Data to process:
▬▬▬▬▬▬

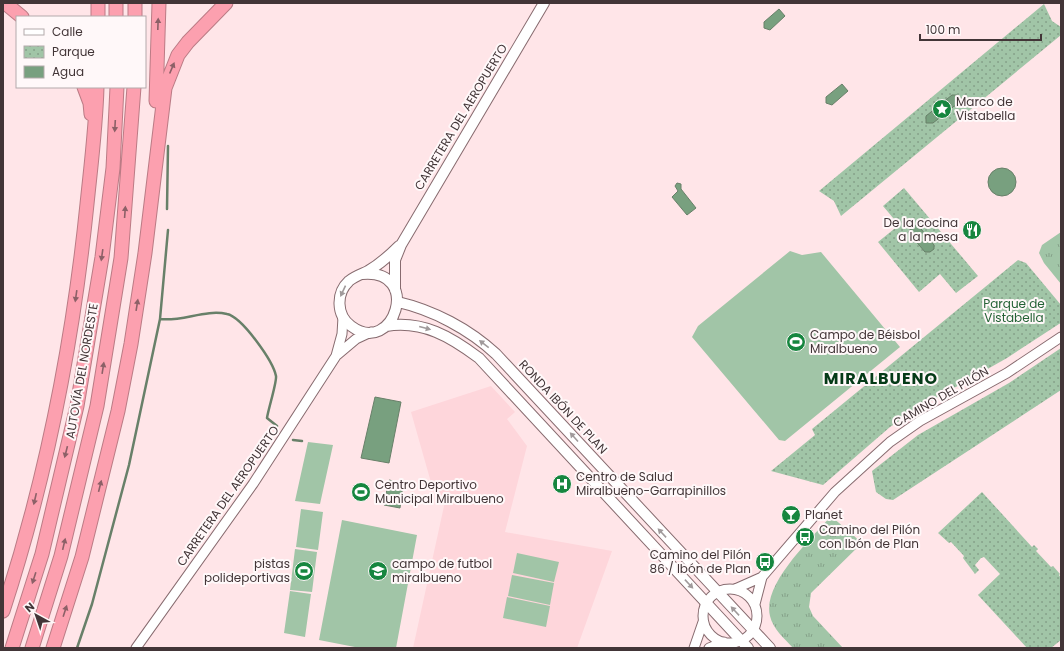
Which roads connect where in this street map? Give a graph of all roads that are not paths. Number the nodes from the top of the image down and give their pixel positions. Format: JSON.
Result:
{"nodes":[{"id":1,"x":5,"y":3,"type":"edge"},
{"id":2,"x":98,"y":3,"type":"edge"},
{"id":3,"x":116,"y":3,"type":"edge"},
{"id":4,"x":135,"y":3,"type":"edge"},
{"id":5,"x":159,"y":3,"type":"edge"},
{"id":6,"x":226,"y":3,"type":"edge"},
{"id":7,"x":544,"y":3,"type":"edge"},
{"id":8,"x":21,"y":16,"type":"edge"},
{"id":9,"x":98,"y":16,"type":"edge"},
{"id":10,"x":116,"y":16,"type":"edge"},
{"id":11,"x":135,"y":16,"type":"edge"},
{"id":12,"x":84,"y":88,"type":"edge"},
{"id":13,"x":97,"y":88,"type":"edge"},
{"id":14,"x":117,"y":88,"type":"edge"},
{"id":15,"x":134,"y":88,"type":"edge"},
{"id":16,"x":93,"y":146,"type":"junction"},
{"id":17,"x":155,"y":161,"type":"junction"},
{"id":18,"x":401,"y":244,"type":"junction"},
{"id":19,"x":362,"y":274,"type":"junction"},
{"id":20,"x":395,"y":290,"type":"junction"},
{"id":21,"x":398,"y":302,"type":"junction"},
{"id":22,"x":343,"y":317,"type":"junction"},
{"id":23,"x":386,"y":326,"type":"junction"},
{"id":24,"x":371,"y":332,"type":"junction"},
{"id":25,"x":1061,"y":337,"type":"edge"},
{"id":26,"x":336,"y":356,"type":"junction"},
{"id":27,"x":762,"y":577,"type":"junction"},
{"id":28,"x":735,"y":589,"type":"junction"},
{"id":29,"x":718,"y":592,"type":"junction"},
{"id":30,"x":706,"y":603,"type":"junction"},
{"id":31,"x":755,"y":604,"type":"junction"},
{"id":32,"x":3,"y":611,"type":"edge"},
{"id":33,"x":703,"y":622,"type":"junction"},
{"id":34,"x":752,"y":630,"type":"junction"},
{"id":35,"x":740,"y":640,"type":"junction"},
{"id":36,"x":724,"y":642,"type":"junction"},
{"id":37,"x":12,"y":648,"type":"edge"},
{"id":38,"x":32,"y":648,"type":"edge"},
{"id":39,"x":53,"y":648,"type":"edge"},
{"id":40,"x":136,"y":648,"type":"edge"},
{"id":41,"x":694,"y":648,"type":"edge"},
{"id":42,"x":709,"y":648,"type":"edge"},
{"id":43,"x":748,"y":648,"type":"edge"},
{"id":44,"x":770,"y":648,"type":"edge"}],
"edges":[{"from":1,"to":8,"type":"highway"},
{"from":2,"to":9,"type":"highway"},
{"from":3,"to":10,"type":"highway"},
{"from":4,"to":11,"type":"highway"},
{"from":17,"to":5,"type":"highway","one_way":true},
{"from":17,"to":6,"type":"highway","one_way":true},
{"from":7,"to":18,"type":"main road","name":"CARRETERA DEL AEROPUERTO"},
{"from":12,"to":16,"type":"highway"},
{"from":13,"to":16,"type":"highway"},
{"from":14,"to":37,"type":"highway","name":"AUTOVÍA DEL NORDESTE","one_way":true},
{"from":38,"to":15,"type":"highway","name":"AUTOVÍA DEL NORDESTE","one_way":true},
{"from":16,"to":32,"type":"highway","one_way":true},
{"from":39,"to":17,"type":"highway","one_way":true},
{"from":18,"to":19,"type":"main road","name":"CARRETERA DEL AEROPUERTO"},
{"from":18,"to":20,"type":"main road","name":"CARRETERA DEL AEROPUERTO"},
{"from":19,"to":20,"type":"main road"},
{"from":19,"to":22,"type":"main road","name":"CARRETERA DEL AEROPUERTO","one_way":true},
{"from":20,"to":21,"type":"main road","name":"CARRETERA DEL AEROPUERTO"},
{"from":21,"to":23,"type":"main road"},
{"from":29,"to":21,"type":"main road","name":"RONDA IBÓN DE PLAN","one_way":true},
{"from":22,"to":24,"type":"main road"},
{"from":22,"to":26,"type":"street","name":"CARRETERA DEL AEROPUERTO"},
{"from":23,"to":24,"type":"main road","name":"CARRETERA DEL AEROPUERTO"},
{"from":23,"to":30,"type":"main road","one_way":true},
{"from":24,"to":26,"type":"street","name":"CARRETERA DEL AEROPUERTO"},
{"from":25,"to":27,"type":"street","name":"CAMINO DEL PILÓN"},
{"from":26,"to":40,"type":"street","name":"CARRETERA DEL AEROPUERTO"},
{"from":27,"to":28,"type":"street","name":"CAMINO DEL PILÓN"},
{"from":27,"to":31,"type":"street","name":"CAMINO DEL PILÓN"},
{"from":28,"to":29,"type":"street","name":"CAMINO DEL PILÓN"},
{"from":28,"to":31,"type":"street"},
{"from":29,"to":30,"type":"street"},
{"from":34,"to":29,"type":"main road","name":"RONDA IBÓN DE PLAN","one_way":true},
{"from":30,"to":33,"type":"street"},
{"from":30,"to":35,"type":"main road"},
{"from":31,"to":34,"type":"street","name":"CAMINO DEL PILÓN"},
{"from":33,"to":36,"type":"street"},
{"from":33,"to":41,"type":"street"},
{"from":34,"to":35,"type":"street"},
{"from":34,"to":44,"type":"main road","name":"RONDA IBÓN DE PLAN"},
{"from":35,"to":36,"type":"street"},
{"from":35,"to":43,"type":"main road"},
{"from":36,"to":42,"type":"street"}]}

▬▬▬▬▬▬

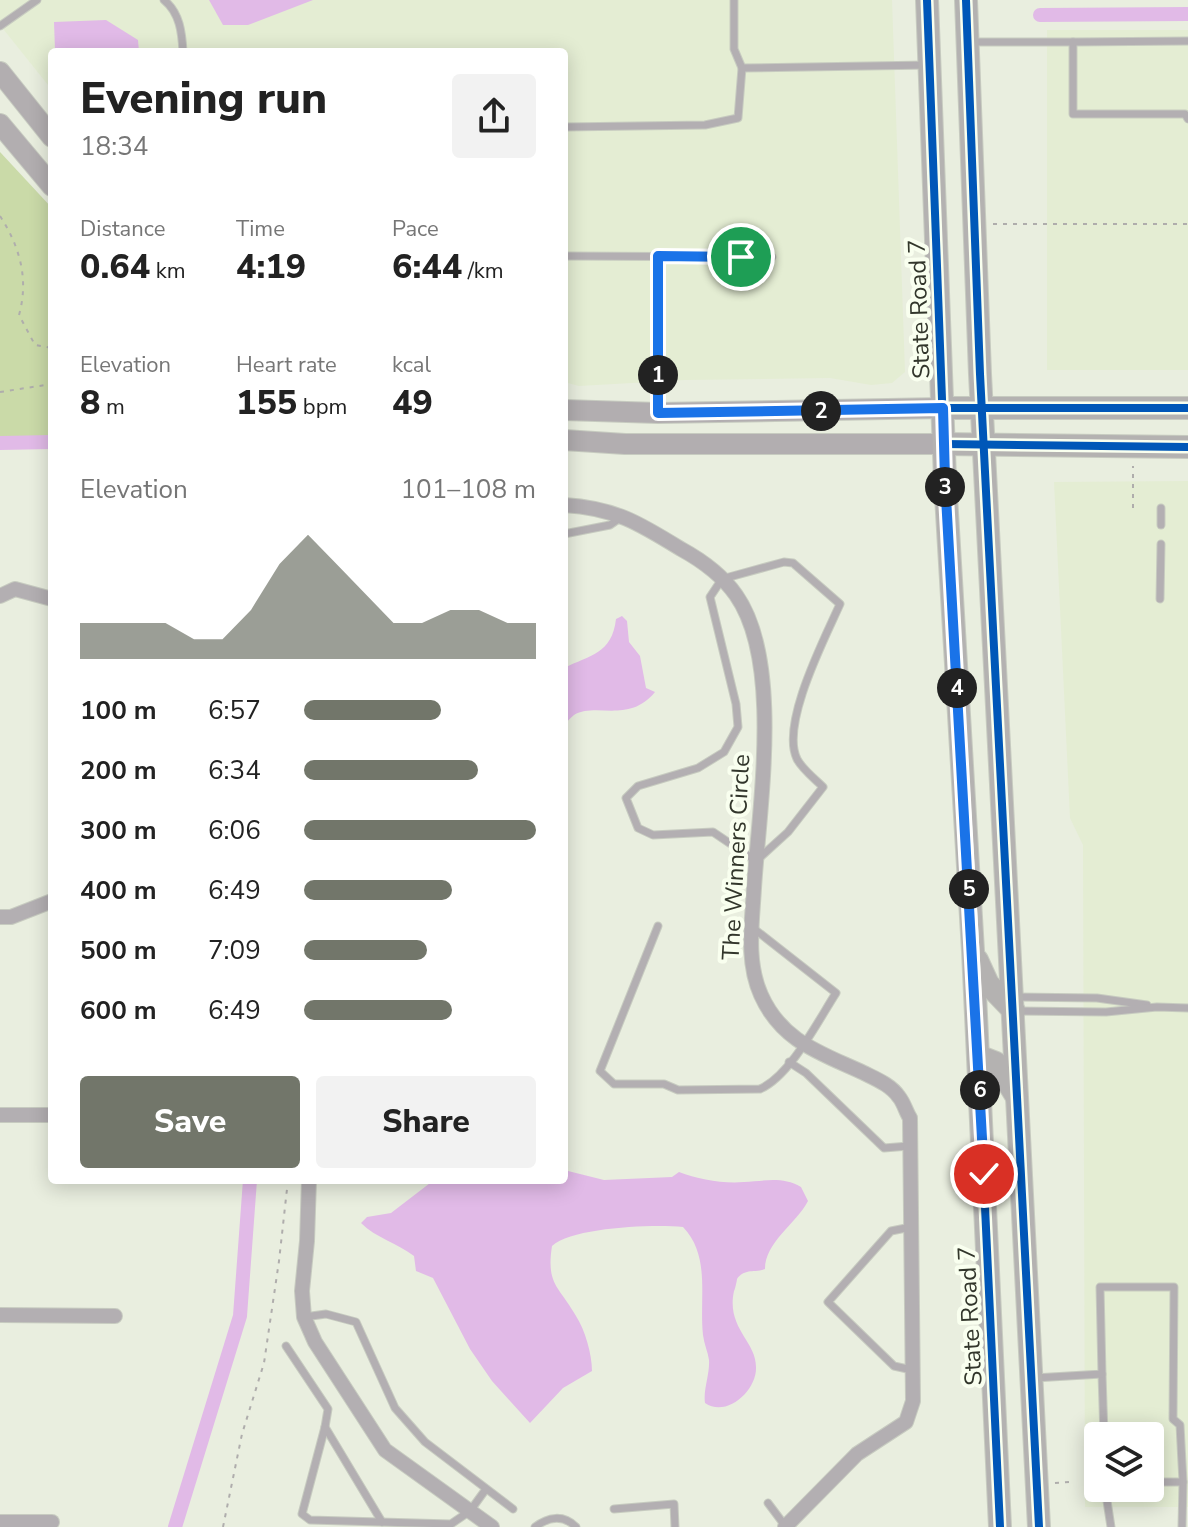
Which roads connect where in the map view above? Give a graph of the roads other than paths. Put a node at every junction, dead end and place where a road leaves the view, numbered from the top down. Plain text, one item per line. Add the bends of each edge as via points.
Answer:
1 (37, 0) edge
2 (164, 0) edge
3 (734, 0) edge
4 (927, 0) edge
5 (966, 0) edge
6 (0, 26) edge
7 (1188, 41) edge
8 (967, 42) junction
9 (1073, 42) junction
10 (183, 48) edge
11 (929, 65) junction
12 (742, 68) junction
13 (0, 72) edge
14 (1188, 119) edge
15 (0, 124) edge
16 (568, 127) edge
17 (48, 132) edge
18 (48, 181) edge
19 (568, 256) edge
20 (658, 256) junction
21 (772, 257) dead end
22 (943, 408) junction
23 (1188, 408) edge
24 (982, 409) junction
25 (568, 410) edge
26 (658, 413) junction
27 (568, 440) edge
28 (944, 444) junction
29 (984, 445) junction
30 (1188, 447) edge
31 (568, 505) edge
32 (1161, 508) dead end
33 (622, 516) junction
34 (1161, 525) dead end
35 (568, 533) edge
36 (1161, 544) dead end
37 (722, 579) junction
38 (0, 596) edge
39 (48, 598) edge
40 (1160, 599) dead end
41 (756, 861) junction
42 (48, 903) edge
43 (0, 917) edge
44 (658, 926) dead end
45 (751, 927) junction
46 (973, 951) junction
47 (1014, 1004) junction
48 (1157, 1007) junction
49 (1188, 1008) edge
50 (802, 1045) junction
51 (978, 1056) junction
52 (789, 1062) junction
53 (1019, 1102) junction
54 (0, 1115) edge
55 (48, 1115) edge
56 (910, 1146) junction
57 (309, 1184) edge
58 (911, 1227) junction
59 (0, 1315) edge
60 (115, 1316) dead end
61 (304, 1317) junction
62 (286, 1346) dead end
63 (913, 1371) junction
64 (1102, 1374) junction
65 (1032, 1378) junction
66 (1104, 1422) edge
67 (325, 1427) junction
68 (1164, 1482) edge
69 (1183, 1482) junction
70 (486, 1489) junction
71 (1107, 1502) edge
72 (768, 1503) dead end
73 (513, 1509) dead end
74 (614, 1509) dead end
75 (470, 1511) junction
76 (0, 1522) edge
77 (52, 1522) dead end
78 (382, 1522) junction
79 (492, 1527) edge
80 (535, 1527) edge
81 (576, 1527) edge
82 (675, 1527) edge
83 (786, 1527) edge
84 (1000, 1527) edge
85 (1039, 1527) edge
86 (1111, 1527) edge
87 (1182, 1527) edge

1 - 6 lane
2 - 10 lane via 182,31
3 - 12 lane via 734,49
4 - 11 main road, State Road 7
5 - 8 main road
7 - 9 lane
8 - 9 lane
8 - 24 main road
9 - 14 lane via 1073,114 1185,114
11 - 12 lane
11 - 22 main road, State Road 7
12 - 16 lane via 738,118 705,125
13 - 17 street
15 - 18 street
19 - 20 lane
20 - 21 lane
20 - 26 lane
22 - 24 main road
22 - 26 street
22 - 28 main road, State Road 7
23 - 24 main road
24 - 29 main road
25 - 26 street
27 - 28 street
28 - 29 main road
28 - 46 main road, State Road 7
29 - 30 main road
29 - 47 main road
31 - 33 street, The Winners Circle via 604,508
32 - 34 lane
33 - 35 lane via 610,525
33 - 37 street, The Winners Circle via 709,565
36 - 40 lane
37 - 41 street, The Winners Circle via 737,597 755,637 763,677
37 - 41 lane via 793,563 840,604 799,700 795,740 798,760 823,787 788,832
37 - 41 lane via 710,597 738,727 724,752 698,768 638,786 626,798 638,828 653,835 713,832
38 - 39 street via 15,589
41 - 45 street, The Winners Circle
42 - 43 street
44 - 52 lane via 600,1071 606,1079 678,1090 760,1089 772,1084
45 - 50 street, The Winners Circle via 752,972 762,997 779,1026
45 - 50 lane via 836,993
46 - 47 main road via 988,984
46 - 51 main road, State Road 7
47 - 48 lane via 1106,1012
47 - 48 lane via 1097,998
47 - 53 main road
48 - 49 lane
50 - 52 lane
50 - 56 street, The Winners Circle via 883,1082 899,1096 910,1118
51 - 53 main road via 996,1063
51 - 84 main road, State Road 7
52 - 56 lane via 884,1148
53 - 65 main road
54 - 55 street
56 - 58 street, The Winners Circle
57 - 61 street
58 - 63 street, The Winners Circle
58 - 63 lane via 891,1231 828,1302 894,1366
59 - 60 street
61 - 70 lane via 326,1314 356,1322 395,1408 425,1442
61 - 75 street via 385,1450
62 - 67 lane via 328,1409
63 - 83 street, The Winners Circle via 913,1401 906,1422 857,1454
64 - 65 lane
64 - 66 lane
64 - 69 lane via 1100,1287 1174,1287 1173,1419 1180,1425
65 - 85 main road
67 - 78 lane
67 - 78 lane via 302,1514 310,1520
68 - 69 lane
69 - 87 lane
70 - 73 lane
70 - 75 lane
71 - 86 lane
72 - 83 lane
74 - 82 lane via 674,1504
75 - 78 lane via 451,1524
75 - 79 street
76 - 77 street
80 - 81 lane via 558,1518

▬▬▬▬▬▬

Task to complete: Where does the string "down" occur in the material? Copy every line where it does.

Task response:
Which roads connect where in this street map? Give a graph of all roads that are not paths. Number the nodes from the top of the image down and give their pixel positions. Format: JSON.
Which roads connect where in the map view above? Give a graph of the roads other than paths. Put a node at every junction, dead end and place where a road leaves the view, numbered from the top down. Plain text, one item per line. Add the bends of each edge as via points.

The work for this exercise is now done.